Nada de nada de nadinha de nada

Quase escrevi um texto engraçado. Destes com rimas fáceis, sonoros, divertidos, pensados demais. Quase escrevi algo que fizesse você rir pra falar do recomeço. Como sempre, você que não é você. Você que apenas uma massa sem cor, sem modelagem, sem cheiro e sem som. Você que é apenas uma massa que ainda insisto caber na forma que tenho em casa. Você que injustamente chamo de você. Ora porque não quero lhe dar nome, ora porque penso que você não existe, ora porque você já existe e conhece o meu olhar. Você, a quem não sei mais se espero ou se procuro, em algum lugar deve estar. Volto a becos escuros procurando uma forma de me enganar. De enganar mais um dia, tapear algumas horas, acordar tarde, com um gosto amargo de final que não acaba. Estou recomeçando.

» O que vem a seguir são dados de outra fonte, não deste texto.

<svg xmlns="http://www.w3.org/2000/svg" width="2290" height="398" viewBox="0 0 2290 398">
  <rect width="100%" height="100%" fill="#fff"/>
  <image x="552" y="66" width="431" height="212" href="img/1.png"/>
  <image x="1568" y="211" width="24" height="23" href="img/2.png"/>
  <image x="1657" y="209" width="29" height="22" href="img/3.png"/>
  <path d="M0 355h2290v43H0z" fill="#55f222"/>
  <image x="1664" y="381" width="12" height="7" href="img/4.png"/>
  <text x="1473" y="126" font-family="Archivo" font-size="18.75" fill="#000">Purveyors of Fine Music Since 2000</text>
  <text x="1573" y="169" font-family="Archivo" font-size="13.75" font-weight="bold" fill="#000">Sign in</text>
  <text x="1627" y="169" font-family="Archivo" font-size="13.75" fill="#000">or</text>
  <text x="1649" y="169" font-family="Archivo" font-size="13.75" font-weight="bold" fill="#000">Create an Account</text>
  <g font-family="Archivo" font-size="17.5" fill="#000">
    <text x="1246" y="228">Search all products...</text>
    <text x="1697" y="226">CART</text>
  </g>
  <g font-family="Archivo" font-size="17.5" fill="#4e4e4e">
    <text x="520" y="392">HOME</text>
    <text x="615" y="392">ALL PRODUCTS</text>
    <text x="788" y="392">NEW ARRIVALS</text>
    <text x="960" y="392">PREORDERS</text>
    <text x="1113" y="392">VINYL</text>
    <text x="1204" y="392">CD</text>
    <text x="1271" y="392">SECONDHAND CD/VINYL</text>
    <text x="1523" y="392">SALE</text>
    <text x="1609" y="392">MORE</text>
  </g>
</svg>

Não há o que faço melhor do que recomeçar. Se estamos recomeçando todos os dias então estou falando desse recomeço consciente. Aquele repleto de promessas, de listas com tarefas, frases proféticas, posturas reguladas, metas traçadas, estratégias debatidas com os amigos. É deste, e novamente deste recomeço que falo. Mais uma vez. É quando percebo que é um breu, aparentemente como aqueles becos, mas com saídas para todos os lados. Vou subir num caixote alto, ver a cidade, repetir canções de dias apertados e pensar em você que ainda é uma massa sem forma, sem nada, sem nada de nada de nadinha de nada de coisa alguma. Você que é apenas um pronome. Estou te esperando, ou procurando. Não sei. Você sabe que é você, então venha logo ou faça um sinal.